Maybe I'll have better bus luck home.  Always a battle.  Battle for Buses? We'll see...

Emei Shan


So Florence + The Machine have a new album.  And it’s awesome.  You should probably be listening to it.  Now.
Also, one of my dear cousins just had a baby!  A healthy baby girl, though my Internet is not working currently, which is frustrating because I’d like to know more!
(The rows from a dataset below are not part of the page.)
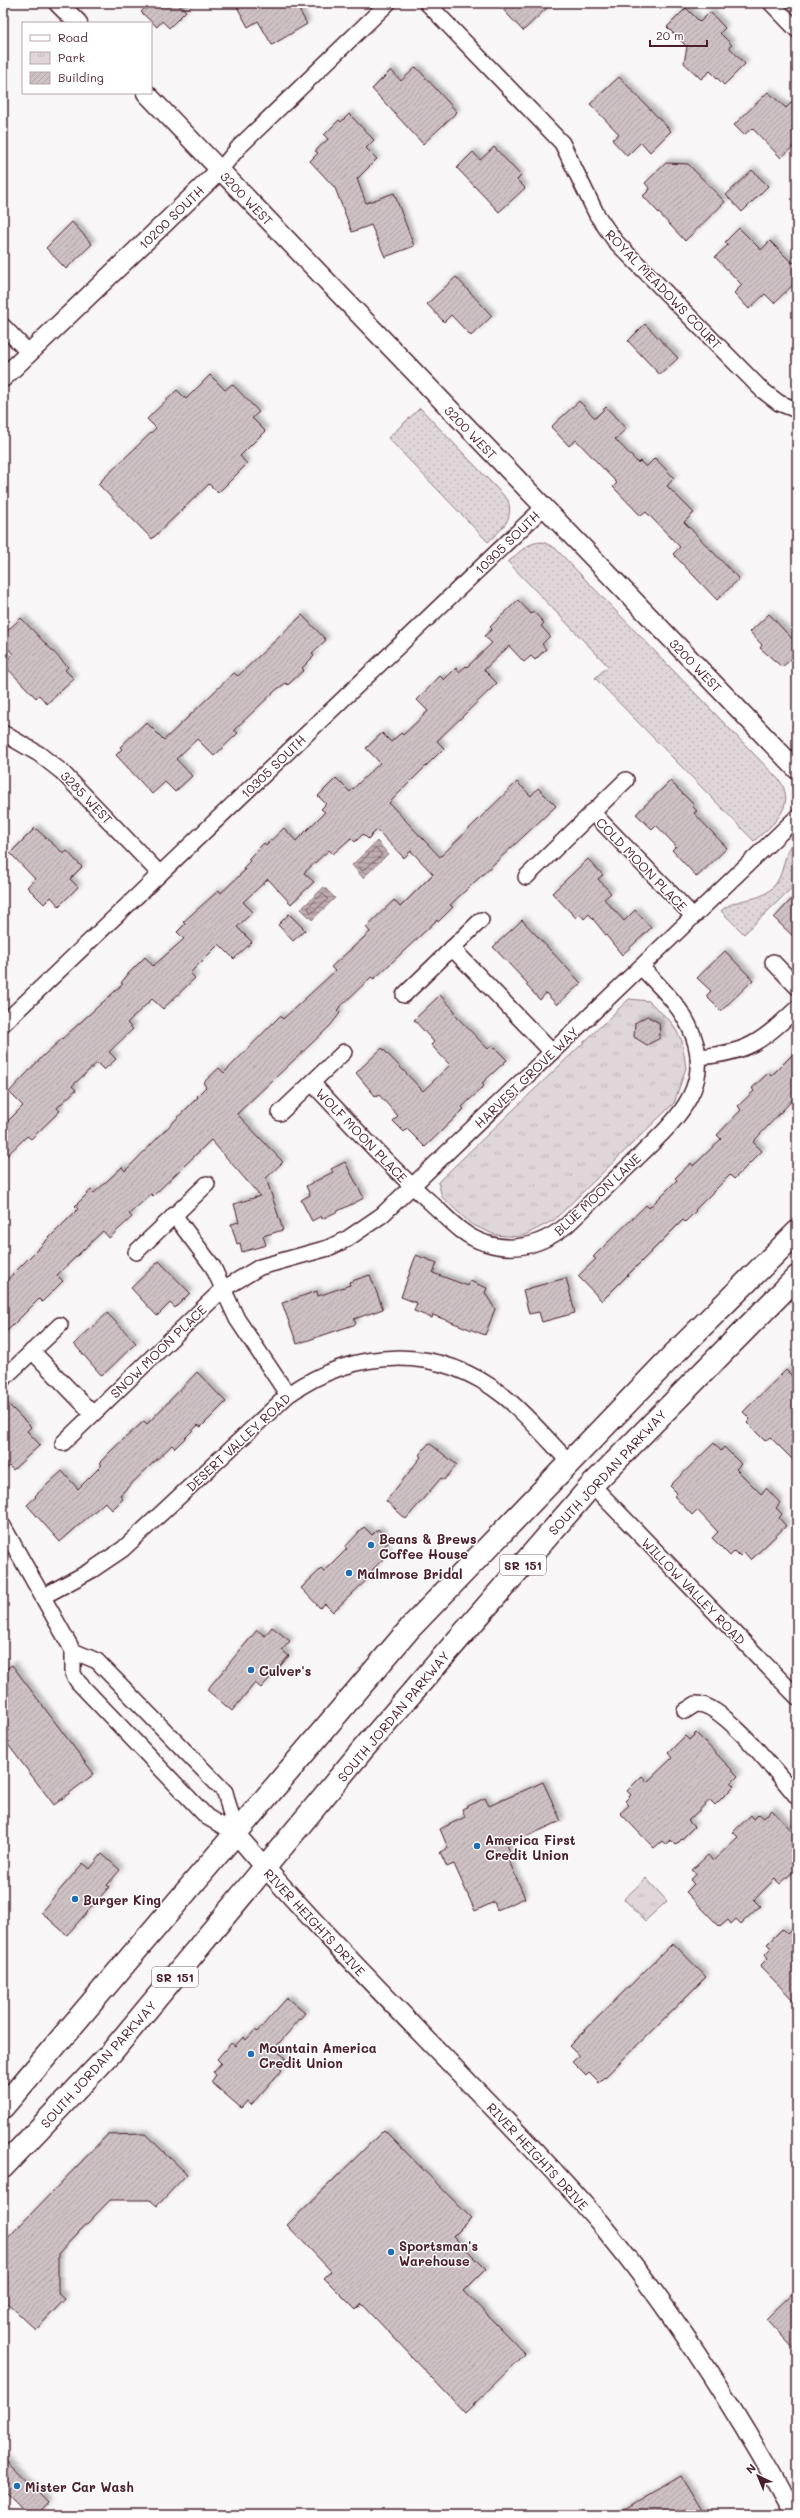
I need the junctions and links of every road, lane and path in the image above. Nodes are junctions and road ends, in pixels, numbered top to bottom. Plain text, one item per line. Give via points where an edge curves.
1 (58, 3) edge
2 (388, 3) edge
3 (427, 3) edge
4 (771, 3) edge
5 (77, 22) edge
6 (797, 30) edge
7 (147, 94) edge
8 (220, 170) junction
9 (3, 326) edge
10 (29, 353) junction
11 (3, 378) edge
12 (797, 410) edge
13 (543, 508) junction
14 (3, 734) edge
15 (797, 770) edge
16 (626, 780) dead end
17 (592, 812) junction
18 (797, 817) edge
19 (160, 874) junction
20 (526, 877) dead end
21 (693, 916) junction
22 (481, 920) dead end
23 (452, 948) junction
24 (773, 962) dead end
25 (641, 967) junction
26 (797, 987) edge
27 (404, 995) dead end
28 (797, 1008) edge
29 (3, 1024) edge
30 (344, 1052) dead end
31 (552, 1052) junction
32 (698, 1057) junction
33 (312, 1082) junction
34 (280, 1113) dead end
35 (207, 1184) dead end
36 (412, 1187) junction
37 (174, 1215) junction
38 (797, 1232) edge
39 (136, 1252) dead end
40 (797, 1277) edge
41 (223, 1289) junction
42 (60, 1325) dead end
43 (32, 1351) junction
44 (3, 1379) edge
45 (288, 1394) junction
46 (92, 1414) junction
47 (63, 1443) dead end
48 (569, 1462) junction
49 (592, 1485) junction
50 (3, 1526) edge
51 (44, 1596) junction
52 (73, 1651) junction
53 (797, 1697) edge
54 (685, 1711) dead end
55 (797, 1797) edge
56 (236, 1834) junction
57 (266, 1869) junction
58 (3, 2107) edge
59 (3, 2167) edge
60 (794, 2515) edge

1 - 5 street
2 - 8 street, 10200 SOUTH via 239,146
3 - 12 street, ROYAL MEADOWS COURT via 562,143 597,215 615,241 762,390 778,403
4 - 6 street
7 - 8 street, 3200 WEST
8 - 10 street, 10200 SOUTH
8 - 13 street, 3200 WEST
9 - 10 street
10 - 11 street, 10200 SOUTH
13 - 15 street, 3200 WEST
13 - 19 street, 10305 SOUTH
14 - 19 street, 3285 WEST via 39,754 62,772
16 - 17 street, COLD MOON PLACE
17 - 20 street, COLD MOON PLACE
17 - 21 street, COLD MOON PLACE
18 - 21 street, HARVEST GROVE WAY
19 - 29 street, 10305 SOUTH
21 - 25 street, HARVEST GROVE WAY
22 - 23 street
23 - 27 street
23 - 31 street
24 - 26 street
25 - 31 street, HARVEST GROVE WAY
25 - 32 street via 682,1013 695,1041
28 - 32 street via 771,1033 748,1048 727,1054
30 - 33 street, WOLF MOON PLACE
31 - 36 street, HARVEST GROVE WAY
32 - 36 street, BLUE MOON LANE via 692,1091 675,1121 567,1225 546,1240 521,1247 484,1243 462,1232
33 - 34 street, WOLF MOON PLACE
33 - 36 street, WOLF MOON PLACE
35 - 37 street
36 - 41 street, HARVEST GROVE WAY via 382,1215 347,1239 328,1248 260,1267
37 - 39 street
37 - 41 street via 213,1267
38 - 48 main road, SR 151
40 - 49 main road, SOUTH JORDAN PARKWAY / SR 151
41 - 45 street via 237,1319
41 - 46 street, SNOW MOON PLACE
42 - 43 street
43 - 44 street
43 - 46 street
45 - 48 street, DESERT VALLEY ROAD via 321,1374 363,1360 399,1358 428,1361 455,1369 487,1385 505,1398
45 - 51 street, DESERT VALLEY ROAD via 123,1549 92,1570
46 - 47 street, SNOW MOON PLACE
48 - 56 main road, SR 151 via 411,1627
49 - 53 street, WILLOW VALLEY ROAD
49 - 57 main road, SOUTH JORDAN PARKWAY / SR 151 via 364,1748
50 - 51 street, RIVER HEIGHTS DRIVE
51 - 52 street, RIVER HEIGHTS DRIVE
52 - 56 street, RIVER HEIGHTS DRIVE via 97,1661 225,1792
52 - 56 street, RIVER HEIGHTS DRIVE via 73,1674 85,1689 206,1817
54 - 55 street via 696,1704 709,1707 753,1746
56 - 57 street, RIVER HEIGHTS DRIVE
56 - 58 main road, SR 151
57 - 59 main road, SOUTH JORDAN PARKWAY / SR 151 via 110,2054
57 - 60 street, RIVER HEIGHTS DRIVE via 300,1908 535,2151 617,2244 667,2310 714,2379 763,2457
Anyways, to continue where I left off…

I awoke Thursday early to an annoying cell phone alarm.  “You’ve got to be kidding me.”  Nah, I’m not going mental, I’m just talking to my past self who packed a tramping bag like a mad man only a few hours prior.  I didn’t feel great, so I lay in bed…thinking; something I do far too much for my own good.  I wanted to climb Emei Shan, but it was supposed to rain, I knew I didn’t know much Chinese, I knew I was going alone, and I was stuck.  I was stuck in the bed for about forty minutes.  Suddenly going to Emei Shan felt like a big life decision.  If I went, I would be trying to find that person in me who fearlessly jumped from a plane and hitchhiked.  If I slept in, I would be a teacher exhausted by his new circumstances and probably waste the day and post-pone the difficult work of rebuilding the self that needs to be done.

Well, I procrastinate enough about teaching.  So I jumped out of bed, took a shower to wake up, ate a very quick breakfast, and walked to the bus stop.  The bag was heavy, too heavy, but I was on an adventure and so excited about it that I fell asleep on the bus.  I was exhausted; I had dragged my sleepy tired body out of bed, put on a huge pack, and laced big boots around my feet.  The mind wanted to go, the body wanted the mind to go…alone.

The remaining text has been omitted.